Thoughts on Inference-time Compute

9 minute read

Published: December 11, 2024

A. Pre-training vs. Inference-Time Compute

Before delving into inference-time compute, it is crucial to clarify the distinction between pre-training and inference-time compute:

Fine-Tuning operates under the assumption that “the LLM’s capabilities are not yet sufficient to adequately address certain problems.” This approach aims to improve the model’s underlying capabilities, enhancing its ability to solve these problems.
Inference-Time Compute, in contrast, assumes that “the LLM already possesses sufficient capabilities, but these are not being fully utilized.” This approach focuses on optimizing how the model’s existing capabilities are harnessed during inference to achieve better performance.

Let’s formalize the distinction between fine-tuning and inference-time compute:

\[y \sim P(x, G_{\theta})\]

Where:

x: the input, such as a question or query.
G: the generator, representing the well-trained LLM.
theta: the parameters of the LLM.
y: the output generated by the LLM (e.g., the answer to the query).
P(.): a broader concept encompassing not just a single inference pass through the LLM but also advanced inference-time techniques like Self-Consistency Chain-of-Thought (SC-CoT), Tree-of-Thoughts (ToT), Monte Carlo Tree Search (MCTS), and others.

The ultimate goal is to map x (input) to y (output).

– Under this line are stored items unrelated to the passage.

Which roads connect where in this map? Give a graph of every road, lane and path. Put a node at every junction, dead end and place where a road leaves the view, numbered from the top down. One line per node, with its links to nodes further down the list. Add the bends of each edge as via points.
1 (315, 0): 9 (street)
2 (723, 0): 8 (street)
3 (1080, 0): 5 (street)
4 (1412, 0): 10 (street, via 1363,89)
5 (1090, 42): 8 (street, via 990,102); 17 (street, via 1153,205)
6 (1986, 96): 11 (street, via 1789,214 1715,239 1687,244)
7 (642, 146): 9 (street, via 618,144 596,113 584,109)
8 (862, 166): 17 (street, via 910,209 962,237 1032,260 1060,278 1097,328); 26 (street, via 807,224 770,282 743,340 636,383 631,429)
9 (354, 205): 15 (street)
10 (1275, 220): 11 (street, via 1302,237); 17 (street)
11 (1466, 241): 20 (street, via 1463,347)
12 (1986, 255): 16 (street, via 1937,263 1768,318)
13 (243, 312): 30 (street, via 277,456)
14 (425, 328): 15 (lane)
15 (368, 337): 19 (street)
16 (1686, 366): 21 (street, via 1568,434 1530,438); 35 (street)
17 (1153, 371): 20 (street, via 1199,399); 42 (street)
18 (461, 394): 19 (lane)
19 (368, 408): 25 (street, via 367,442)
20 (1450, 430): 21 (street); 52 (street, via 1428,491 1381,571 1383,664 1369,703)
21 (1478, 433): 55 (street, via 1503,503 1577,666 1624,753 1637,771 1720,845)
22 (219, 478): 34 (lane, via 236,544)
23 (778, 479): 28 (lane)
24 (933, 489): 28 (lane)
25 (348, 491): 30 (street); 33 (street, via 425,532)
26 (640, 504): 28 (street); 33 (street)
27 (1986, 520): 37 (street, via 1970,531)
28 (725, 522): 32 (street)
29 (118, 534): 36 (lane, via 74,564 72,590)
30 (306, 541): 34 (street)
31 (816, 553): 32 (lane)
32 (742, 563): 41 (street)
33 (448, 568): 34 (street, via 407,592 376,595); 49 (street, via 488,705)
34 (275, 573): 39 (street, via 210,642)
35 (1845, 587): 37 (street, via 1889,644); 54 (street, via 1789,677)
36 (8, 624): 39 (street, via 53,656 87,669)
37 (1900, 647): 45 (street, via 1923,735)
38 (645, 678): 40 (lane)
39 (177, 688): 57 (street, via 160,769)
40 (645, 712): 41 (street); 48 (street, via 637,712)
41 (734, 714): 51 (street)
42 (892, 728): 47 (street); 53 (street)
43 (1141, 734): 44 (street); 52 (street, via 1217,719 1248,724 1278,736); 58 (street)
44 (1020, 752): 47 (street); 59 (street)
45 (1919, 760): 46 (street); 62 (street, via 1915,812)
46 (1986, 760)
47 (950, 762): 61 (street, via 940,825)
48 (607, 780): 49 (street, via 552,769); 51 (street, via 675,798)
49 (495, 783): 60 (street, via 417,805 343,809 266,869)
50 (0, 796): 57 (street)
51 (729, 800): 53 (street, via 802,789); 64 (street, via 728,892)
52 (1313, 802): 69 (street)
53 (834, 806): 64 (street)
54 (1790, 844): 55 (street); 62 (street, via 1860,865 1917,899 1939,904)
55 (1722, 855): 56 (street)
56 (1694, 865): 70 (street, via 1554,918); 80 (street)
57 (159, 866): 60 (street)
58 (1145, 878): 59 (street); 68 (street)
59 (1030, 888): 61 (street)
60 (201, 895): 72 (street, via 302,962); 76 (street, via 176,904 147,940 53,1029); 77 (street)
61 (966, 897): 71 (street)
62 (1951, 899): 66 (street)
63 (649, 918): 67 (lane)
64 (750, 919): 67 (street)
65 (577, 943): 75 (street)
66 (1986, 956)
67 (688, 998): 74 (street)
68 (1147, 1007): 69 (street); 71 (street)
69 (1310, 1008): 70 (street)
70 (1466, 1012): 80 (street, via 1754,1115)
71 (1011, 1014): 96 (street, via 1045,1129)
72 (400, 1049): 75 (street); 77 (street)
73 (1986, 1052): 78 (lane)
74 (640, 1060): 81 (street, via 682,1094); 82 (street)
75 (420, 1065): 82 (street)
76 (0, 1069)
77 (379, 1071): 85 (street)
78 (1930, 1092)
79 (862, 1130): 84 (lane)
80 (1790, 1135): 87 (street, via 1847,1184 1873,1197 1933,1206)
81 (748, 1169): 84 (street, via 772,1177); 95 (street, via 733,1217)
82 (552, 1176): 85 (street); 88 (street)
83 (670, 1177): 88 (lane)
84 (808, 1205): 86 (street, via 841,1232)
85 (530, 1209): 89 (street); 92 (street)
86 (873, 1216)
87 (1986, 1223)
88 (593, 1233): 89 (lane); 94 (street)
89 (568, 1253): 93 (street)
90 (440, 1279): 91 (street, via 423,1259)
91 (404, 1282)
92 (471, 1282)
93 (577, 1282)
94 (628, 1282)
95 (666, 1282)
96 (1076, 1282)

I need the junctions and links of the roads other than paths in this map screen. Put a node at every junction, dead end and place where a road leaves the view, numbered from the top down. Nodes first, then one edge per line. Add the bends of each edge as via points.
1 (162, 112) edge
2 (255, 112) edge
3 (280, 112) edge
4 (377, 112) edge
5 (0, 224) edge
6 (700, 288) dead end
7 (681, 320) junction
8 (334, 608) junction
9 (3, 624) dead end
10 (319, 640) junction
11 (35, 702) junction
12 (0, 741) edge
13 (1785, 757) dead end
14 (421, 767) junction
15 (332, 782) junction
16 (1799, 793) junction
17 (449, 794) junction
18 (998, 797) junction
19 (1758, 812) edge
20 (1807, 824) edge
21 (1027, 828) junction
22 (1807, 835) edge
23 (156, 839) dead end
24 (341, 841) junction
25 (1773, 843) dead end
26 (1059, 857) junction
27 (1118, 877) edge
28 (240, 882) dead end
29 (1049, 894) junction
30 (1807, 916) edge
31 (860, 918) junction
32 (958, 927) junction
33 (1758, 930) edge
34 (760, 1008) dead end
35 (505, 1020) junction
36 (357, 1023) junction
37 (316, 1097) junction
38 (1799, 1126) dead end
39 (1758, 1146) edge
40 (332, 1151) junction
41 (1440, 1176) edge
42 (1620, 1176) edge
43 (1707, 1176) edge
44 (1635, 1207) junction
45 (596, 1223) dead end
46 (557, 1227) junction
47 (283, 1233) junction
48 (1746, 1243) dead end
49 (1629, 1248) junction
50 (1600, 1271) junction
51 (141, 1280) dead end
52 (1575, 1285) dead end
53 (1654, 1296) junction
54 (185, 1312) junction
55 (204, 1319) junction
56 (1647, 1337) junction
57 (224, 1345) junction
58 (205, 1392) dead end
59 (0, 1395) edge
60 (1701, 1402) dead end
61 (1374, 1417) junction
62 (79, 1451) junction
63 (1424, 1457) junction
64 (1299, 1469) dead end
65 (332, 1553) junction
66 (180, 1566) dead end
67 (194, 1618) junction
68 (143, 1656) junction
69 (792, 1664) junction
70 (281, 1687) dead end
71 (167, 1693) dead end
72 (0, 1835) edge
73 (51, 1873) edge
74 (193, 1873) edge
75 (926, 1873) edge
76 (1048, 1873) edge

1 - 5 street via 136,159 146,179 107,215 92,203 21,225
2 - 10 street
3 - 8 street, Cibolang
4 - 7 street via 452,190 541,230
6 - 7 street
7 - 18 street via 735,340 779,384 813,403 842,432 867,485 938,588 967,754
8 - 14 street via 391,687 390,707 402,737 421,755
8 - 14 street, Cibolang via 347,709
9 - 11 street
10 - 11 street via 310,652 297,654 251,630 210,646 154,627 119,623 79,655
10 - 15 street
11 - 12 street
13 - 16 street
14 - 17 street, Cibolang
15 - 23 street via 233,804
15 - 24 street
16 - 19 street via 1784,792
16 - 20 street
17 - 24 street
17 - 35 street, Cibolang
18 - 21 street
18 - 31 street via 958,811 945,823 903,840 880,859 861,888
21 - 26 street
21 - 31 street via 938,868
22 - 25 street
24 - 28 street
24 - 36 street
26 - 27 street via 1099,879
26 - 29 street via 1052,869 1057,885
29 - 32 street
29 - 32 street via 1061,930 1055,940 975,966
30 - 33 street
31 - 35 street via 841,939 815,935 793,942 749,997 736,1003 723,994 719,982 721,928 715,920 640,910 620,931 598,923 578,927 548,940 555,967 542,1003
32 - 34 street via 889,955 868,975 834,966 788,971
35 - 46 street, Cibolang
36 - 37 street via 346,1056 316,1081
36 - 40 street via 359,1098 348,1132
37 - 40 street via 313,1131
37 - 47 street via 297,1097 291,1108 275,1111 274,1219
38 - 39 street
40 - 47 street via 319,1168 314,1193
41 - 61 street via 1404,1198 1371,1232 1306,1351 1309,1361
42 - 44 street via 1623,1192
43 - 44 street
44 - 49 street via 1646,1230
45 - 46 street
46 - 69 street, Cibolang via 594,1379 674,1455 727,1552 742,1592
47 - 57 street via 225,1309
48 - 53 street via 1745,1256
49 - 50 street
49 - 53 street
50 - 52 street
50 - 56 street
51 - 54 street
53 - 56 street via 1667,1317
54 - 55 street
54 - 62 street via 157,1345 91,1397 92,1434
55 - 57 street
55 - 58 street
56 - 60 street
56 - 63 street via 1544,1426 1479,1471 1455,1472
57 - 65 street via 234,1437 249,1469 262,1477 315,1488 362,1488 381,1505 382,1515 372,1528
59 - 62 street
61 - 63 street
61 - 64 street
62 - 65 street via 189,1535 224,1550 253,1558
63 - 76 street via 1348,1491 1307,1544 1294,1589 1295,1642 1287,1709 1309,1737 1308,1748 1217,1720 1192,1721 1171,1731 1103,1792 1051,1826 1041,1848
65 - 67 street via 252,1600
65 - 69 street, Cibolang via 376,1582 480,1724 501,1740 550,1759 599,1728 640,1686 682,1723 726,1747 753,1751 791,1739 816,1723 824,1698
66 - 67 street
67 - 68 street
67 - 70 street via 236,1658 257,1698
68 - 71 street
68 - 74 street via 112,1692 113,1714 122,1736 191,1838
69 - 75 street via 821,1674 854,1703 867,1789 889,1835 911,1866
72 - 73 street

Fine-Tuning improves G by refining its parameters theta, thereby enhancing the LLM’s intrinsic performance across tasks.
Inference-Time Compute focuses on improving P(.), the process of mapping x to y, by employing advanced reasoning and computation strategies during inference.

B. Why Does Inference-Time Compute Work, and What Problem Should We Solve?

To understand why inference-time compute works, consider the figure below:

img1_recall

The data reveals a critical insight: when sampling answers from the model 64 times, the probability of obtaining at least one correct response exceeds 90%. This highlights a key point:

“The LLM has the capability to provide the correct answer to a problem.”

This aligns with the core motivation behind inference-time compute:

“The LLM’s capabilities are sufficient, but we are not fully utilizing them.”

If this premise were false, inference-time compute strategies would have limited impact.

The Real Problem

Despite the LLM’s ability (or knowledge) to produce the correct answer, it often fails to do so during greedy decoding. This limitation is inherent to probabilistic models like LLMs. Consequently, much of the ongoing work in inference-time compute focuses on bridging this gap between the LLM’s latent capabilities and its surface-level performance.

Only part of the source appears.